The names Unihedron and have become synonymous with measurement of sky brightness. Indeed, it’s hard to imagine a Sky Quality Meter tool that has had greater impact on quantification of local light pollution.
Unihedron’s original SQM set the standard and has since evolved into a comprehensive range of specialized tools, including the SQM-L with lens for focusing on a narrow field-of-view, the SQM-LU with USB connectivity, the SQM-LE with Ethernet connectivity, the SQM-LR with RS232 connectivity and, most recently, the SQM-LU-DL, a narrow field-of-view, USB-connected version with data-logging capability.
Unihedron’s SQM-LU-DL is specifically designed to deliver continual, connected, autonomous data-logging of sky brightness in magnitudes per square arcseconds. Why a data-logging version? Because relative sky brightness is variable, even beyond cyclical lunar phases. How variable is the sky brightness of your favorite observing or imaging site? When are you most likely to encounter darkest local skies?
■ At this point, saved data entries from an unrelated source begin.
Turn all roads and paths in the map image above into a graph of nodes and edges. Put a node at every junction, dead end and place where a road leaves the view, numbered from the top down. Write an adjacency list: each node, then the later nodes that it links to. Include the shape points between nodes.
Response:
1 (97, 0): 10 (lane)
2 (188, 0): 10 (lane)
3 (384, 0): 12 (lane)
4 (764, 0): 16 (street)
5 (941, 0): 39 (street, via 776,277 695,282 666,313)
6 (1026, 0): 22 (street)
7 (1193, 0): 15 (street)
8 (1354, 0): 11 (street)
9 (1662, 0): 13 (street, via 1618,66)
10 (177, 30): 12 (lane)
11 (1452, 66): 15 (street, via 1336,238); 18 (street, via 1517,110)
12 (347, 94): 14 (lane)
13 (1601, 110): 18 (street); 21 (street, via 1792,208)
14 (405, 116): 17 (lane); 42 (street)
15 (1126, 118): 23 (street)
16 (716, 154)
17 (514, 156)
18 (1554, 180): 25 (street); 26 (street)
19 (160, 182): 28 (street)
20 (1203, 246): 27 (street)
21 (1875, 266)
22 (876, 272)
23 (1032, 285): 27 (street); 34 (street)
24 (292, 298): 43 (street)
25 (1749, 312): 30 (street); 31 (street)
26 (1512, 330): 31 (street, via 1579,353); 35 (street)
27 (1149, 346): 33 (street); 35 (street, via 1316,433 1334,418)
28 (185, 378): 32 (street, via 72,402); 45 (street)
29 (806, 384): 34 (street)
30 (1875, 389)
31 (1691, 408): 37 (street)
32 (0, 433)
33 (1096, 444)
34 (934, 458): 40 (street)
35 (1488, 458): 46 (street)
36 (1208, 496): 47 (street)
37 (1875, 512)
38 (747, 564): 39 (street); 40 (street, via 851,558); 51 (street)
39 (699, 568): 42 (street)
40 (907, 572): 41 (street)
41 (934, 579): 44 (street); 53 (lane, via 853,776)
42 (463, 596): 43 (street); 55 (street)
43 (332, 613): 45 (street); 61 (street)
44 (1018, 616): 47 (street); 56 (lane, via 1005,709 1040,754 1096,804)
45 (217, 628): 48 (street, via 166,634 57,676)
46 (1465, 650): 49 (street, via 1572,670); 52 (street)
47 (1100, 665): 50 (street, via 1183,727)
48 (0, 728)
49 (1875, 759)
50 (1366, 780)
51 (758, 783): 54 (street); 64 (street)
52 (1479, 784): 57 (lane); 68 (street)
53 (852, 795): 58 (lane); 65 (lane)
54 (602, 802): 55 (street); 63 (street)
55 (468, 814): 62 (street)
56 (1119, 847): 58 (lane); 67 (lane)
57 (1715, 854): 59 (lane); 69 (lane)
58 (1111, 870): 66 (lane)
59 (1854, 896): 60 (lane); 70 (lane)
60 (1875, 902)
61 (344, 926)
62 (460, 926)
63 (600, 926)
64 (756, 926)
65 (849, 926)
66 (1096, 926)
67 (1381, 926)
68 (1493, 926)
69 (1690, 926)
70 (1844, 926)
Answering such questions requires accurate, continuous quantitative data, and Unihedron’s SQM-LU-DL is the most-affordable, most-accurate and most-convenient tool for gathering that data.
Potential uses for the SQM-LU-DL include:
– Measuring the night-sky brightness during remote biological field experiments
– Comparing sky brightness at different sites quantitatively
-Documenting the evolution of light pollution in your area, setting planetarium dome illumination to mimic the skies people are likely to experience elsewhere in your city
– Monitoring sky brightness throughout a single night, from night-to-night, and from year-to-year; determining which nights show the greatest promise for finding those faintest fuzzies
– Calibrating the effect of sky brightness on qualitative measures such as the Bortle Scale
– Investigating how sky brightness correlates with the solar cycle and month-to-month sunspot activity
– Helping provide local ground truth for future sky brightness prediction with the Clear Sky Clock; and allowing CCD users to correlate between SQM readings and when the background reaches specific ADC levels.
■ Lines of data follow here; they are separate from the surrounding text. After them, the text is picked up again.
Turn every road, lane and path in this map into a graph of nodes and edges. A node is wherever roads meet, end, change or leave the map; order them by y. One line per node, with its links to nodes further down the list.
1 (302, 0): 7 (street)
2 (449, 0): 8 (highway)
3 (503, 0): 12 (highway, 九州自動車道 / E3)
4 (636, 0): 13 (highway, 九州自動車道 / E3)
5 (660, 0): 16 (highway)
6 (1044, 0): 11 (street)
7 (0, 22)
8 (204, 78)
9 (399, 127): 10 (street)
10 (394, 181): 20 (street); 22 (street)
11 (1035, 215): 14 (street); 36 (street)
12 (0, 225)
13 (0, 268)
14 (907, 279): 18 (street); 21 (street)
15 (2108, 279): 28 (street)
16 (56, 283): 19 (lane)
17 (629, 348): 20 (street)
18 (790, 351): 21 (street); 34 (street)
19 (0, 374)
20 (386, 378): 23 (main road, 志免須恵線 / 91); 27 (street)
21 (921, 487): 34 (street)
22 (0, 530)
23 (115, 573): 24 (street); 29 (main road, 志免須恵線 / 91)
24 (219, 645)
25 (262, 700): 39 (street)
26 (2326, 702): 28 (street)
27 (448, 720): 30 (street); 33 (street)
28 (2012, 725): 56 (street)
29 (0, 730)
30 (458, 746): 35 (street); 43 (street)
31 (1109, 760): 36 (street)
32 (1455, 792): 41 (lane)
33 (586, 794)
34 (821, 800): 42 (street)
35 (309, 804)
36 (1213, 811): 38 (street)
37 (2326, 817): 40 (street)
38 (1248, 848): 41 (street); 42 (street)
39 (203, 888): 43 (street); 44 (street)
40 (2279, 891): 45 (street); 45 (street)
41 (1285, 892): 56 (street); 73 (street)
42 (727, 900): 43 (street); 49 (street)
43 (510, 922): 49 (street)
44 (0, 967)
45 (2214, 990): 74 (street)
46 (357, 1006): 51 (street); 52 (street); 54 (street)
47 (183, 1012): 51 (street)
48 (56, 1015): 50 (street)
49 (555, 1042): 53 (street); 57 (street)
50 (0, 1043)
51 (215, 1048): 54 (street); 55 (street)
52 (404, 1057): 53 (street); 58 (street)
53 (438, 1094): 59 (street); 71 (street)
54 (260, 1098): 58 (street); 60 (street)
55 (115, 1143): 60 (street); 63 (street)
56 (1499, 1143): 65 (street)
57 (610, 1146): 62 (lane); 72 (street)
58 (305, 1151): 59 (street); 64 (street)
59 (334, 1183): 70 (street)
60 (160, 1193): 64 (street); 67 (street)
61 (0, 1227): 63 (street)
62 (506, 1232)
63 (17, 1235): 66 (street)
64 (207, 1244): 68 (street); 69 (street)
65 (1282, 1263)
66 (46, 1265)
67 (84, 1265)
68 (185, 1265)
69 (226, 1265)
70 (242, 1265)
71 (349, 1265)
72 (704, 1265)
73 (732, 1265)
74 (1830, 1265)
The SQM-LU-DL includes an infrared blocking filter to restrict measurements to the visual bandpass and features field-upgradeable firmware. Its maximum light-sampling duration is 80 seconds and its minimum is one second. Its case measures a compact 5.5 by 2.6 by 1.1 inches, and it is powered by an included 5- to 6-volt DC adapter.
The basic SQM-LU-DL package is priced at $249.99US and includes the SQM-LU-DL unit, a printed user manual, as well as CD and PDF manuals and example software, a 15-foot USB cable, a battery-to-USB adapter with six AA battery cells and a battery holder, and a calibration sheet that indicates the unit USB serial number and calibration values.
A custom waterproof housing can be included for $39.95US. It features white surfaces to better reflect hot summer sunshine, a bottom ventilation port to allow moisture to escape, a scratch-resistant glass top of small aperture to minimize greenhouse heating, and sealed cable ports.
For more information on the Unihedron SQM-LU-DL, visit www.unihedron.com.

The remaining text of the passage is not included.